**Problem requirements:** Within the material below, how many lines carry the word "road"? State only the number.

**Data excerpts:**
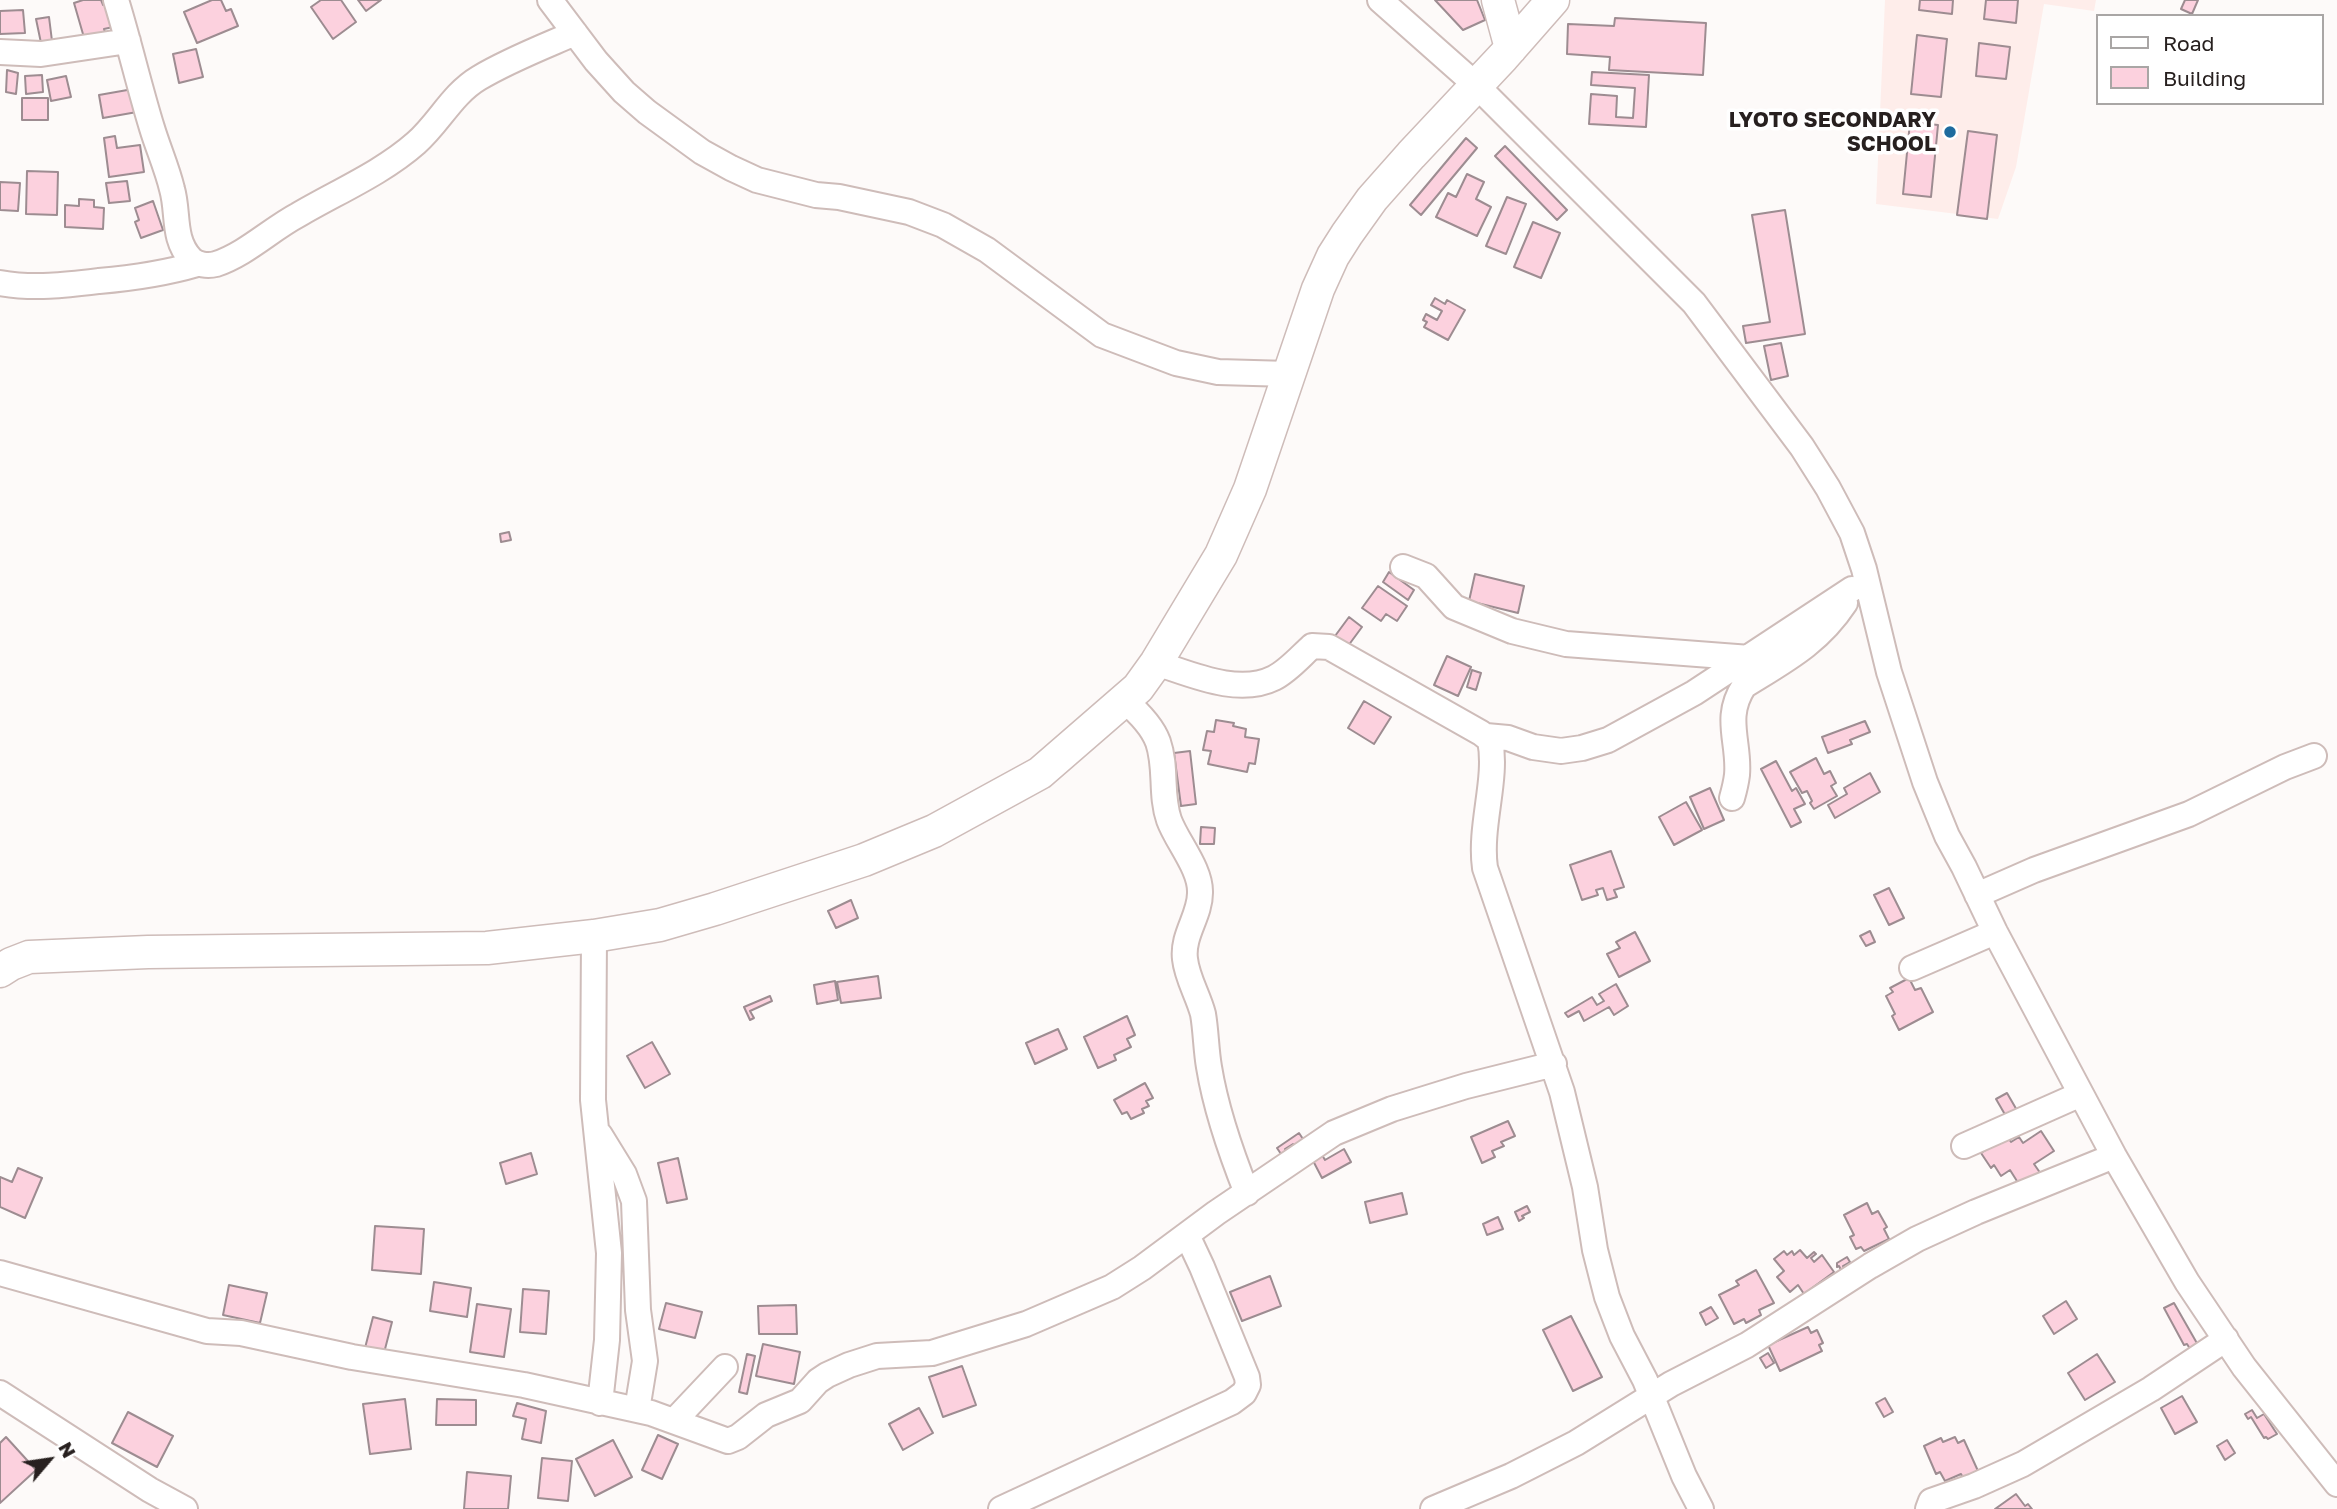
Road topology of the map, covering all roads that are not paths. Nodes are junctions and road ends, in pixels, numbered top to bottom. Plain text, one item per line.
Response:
---
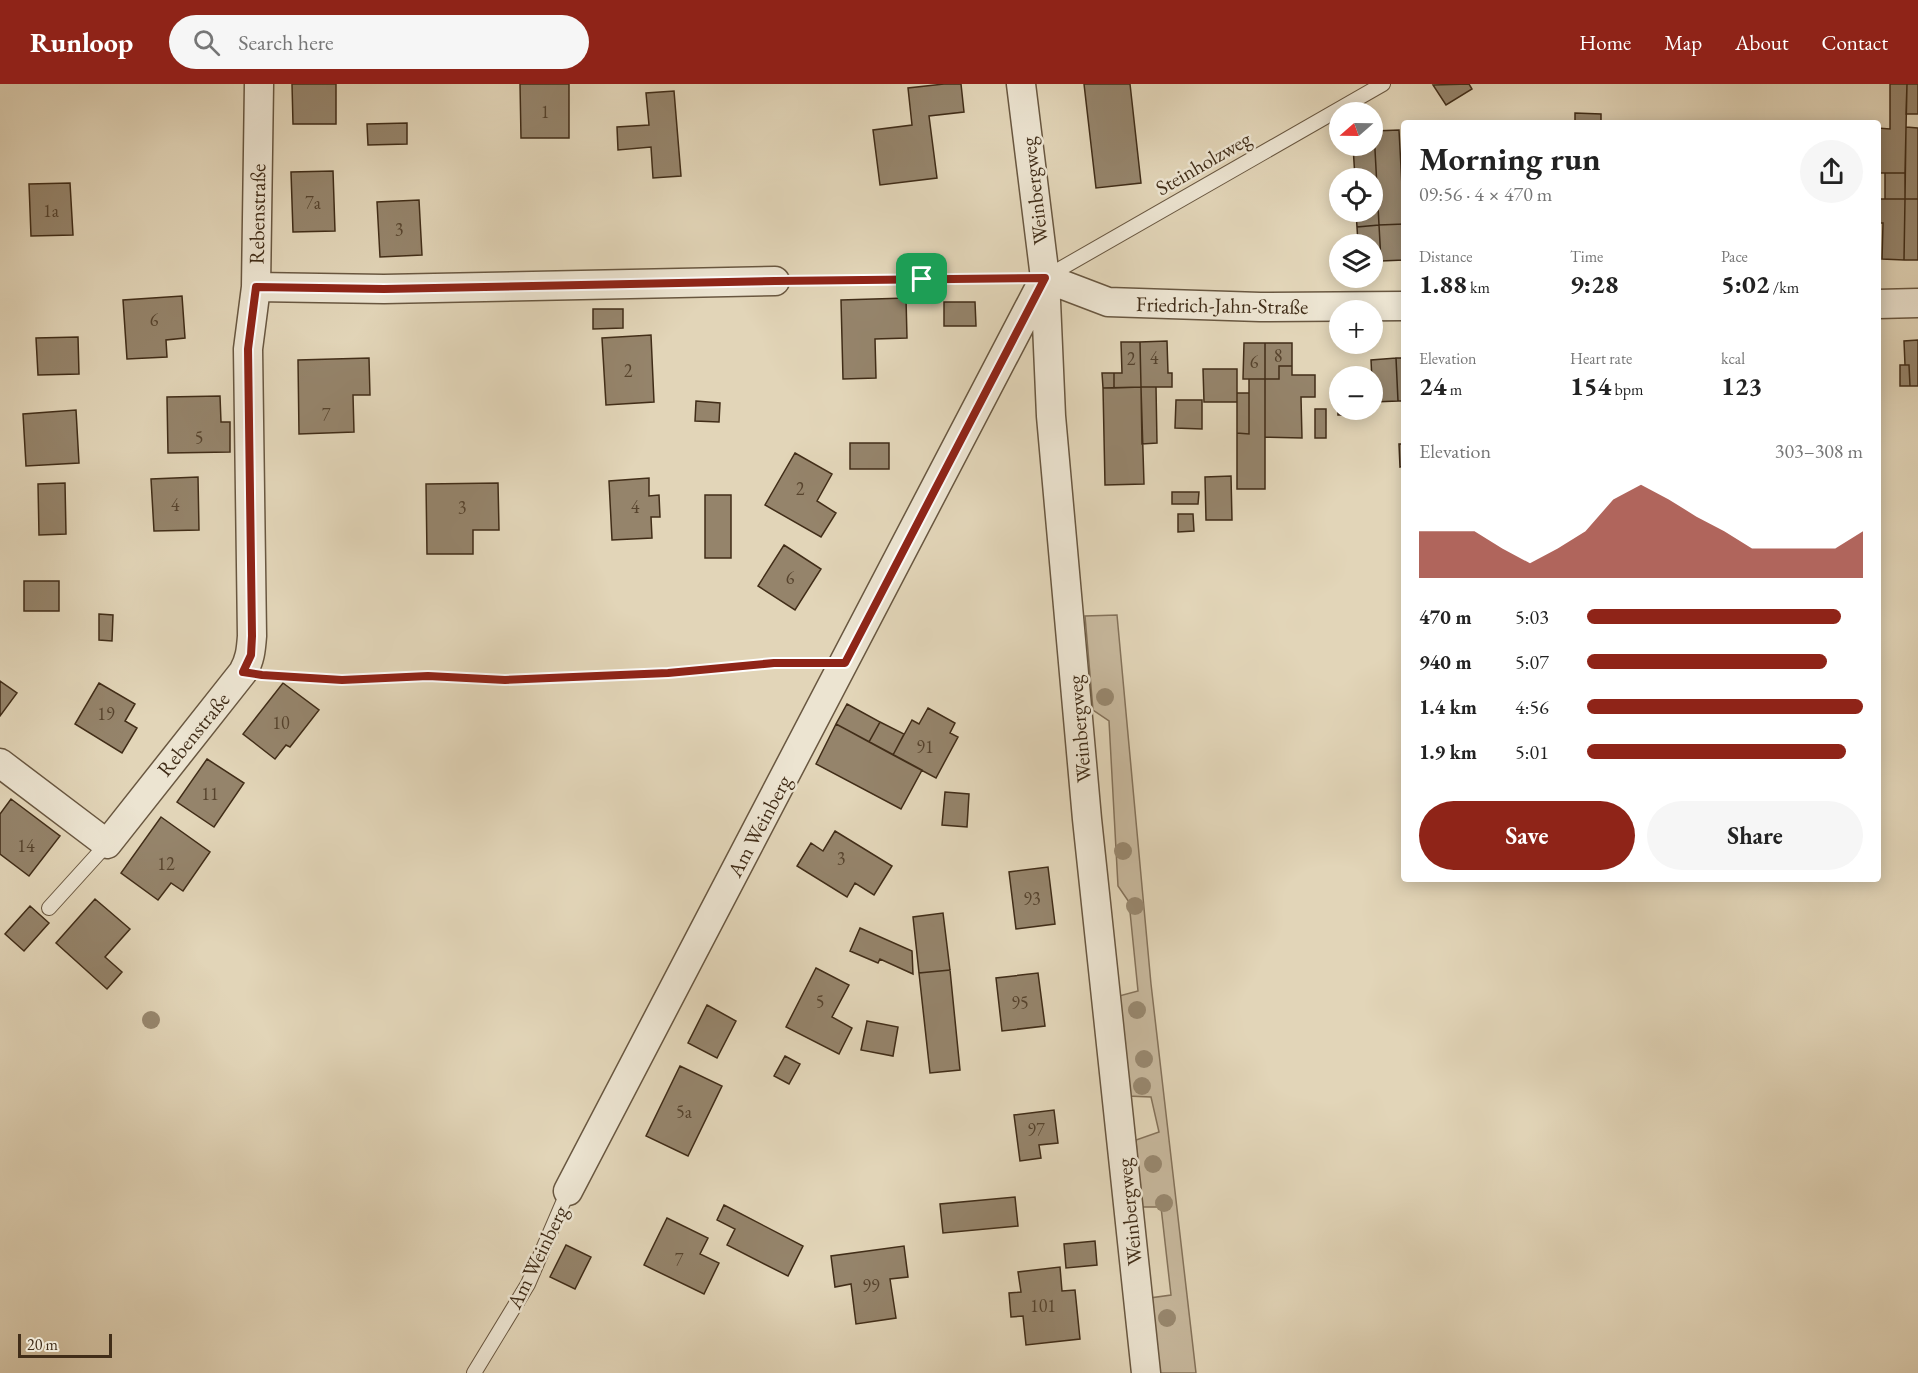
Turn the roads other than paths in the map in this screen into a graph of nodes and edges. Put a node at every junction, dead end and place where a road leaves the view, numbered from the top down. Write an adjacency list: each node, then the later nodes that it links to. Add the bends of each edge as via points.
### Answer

**Answer for the task:** 2